Export (0) Print
Expand All

How to: Script the Camera to Follow a Curve

This example demonstrates how to use the Curve and CurveKey classes to script the movement of the camera.

Using Curves allows a path to be defined by a small number of control points with the Curves calculating the points on the path between the control points.

To script camera movement

  1. Create an instance of the Curve class for each component being scripted. In this case, two sets of three curves will be needed, one for each of the x, y, and z components of the camera's position and of the position the camera is looking at (the "look-at" position).

    class Curve3D
    {
    
        public Curve curveX = new Curve();
        public Curve curveY = new Curve();
        public Curve curveZ = new Curve();
    
        ...
    }
    Curve3D cameraCurvePosition = new Curve3D();
    Curve3D cameraCurveLookat = new Curve3D();
    
  2. Set the PreLoop and PostLoop type of each Curve. The PreLoop and PostLoop types determine how the curve will interpret positions before the first key or after the last key. In this case, the values will be set to CurveLoopType.Oscillate. Values past the ends of the curve will change direction and head toward the opposite side of the curve.

    curveX.PostLoop = CurveLoopType.Oscillate;
    curveY.PostLoop = CurveLoopType.Oscillate;
    curveZ.PostLoop = CurveLoopType.Oscillate;
    
    curveX.PreLoop = CurveLoopType.Oscillate;
    curveY.PreLoop = CurveLoopType.Oscillate;
    curveZ.PreLoop = CurveLoopType.Oscillate;
    
  3. Add CurveKeys to the Curves. Specify the time each CurveKey should be reached and the camera position when the CurveKey is reached. In this case, each point in time will have three CurveKeys associated with it, one for each of the x, y, and z coordinates of the point on the Curve.
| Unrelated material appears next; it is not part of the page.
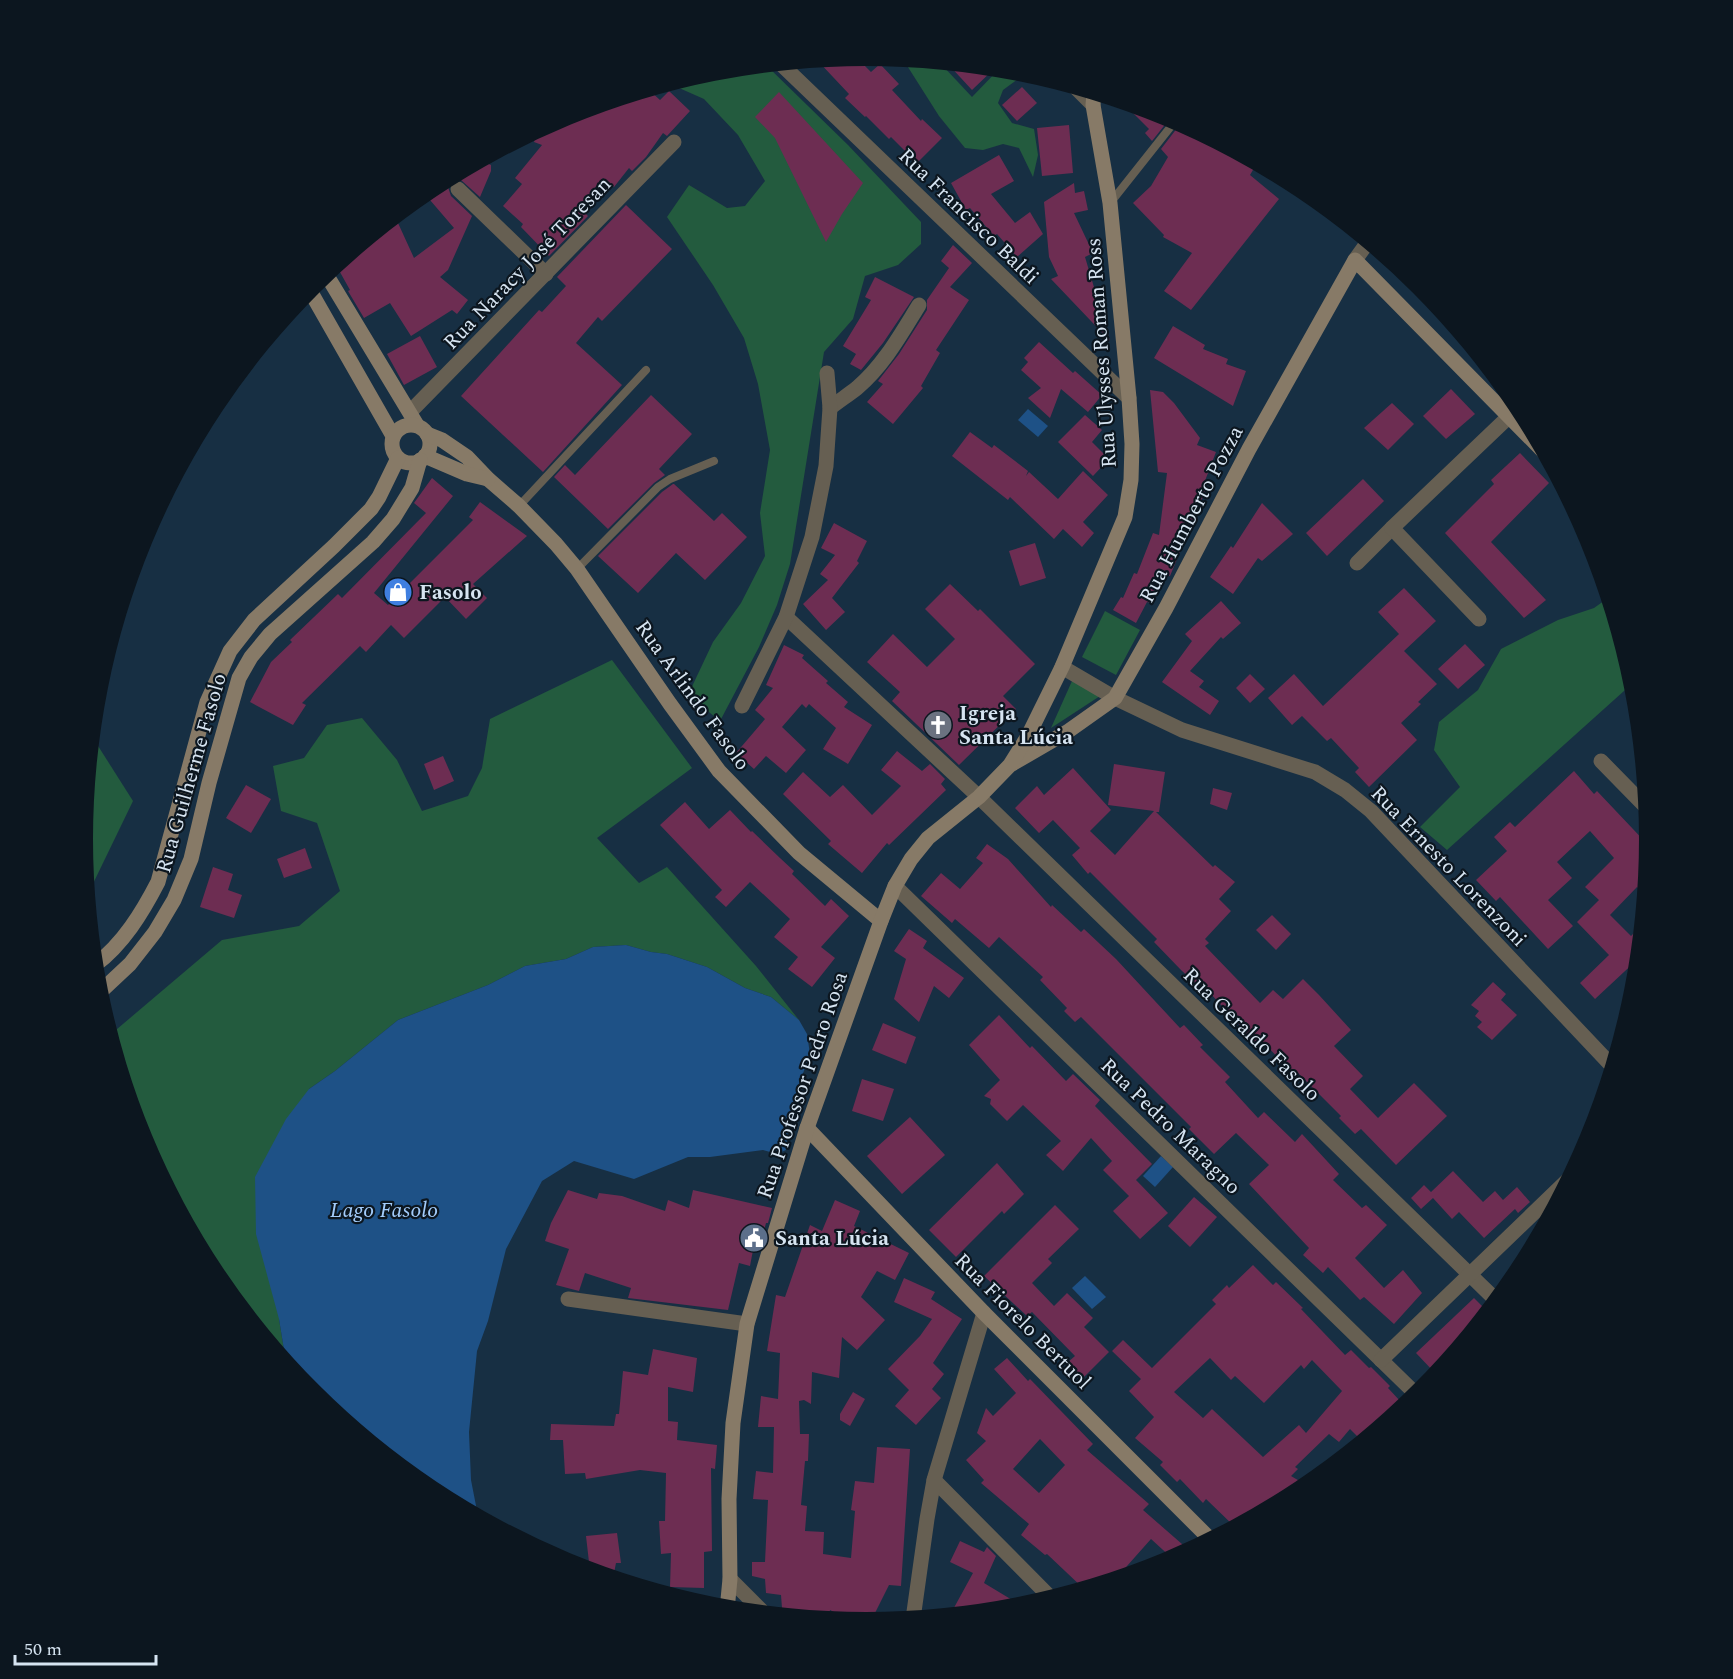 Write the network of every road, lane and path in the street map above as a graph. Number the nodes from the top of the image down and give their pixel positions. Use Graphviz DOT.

    public void AddPoint( Vector3 point, float time )
    {
        curveX.Keys.Add( new CurveKey( time, point.X ) );
        curveY.Keys.Add( new CurveKey( time, point.Y ) );
        curveZ.Keys.Add( new CurveKey( time, point.Z ) );
    }
    void InitCurve()
    {
        float time = 0;
        cameraCurvePosition.AddPoint( new Vector3( 7.5f, 0, -45 ), time );
        cameraCurveLookat.AddPoint( new Vector3( 9, 0, 9 ), time );
        time += 2000;
        cameraCurvePosition.AddPoint( new Vector3( 3f, 0, -36 ), time );
        time += 2000;
        cameraCurvePosition.AddPoint( new Vector3( 12f, 0, -30 ), time );
        time += 2000;
        cameraCurvePosition.AddPoint( new Vector3( 3f, 0, -24 ), time );
        time += 2000;
        cameraCurvePosition.AddPoint( new Vector3( 12f, 0, -18 ), time );
        time += 2000;
        ...
    }
    
  4. Loop through each Curve setting the TangentIn and TangentOut of each CurveKey. The tangents of the CurveKeys control the shape of the Curve. Setting the tangents of the CurveKeys to the slope between the previous and next CurveKey will give a curve that moves smoothly through each point on the curve.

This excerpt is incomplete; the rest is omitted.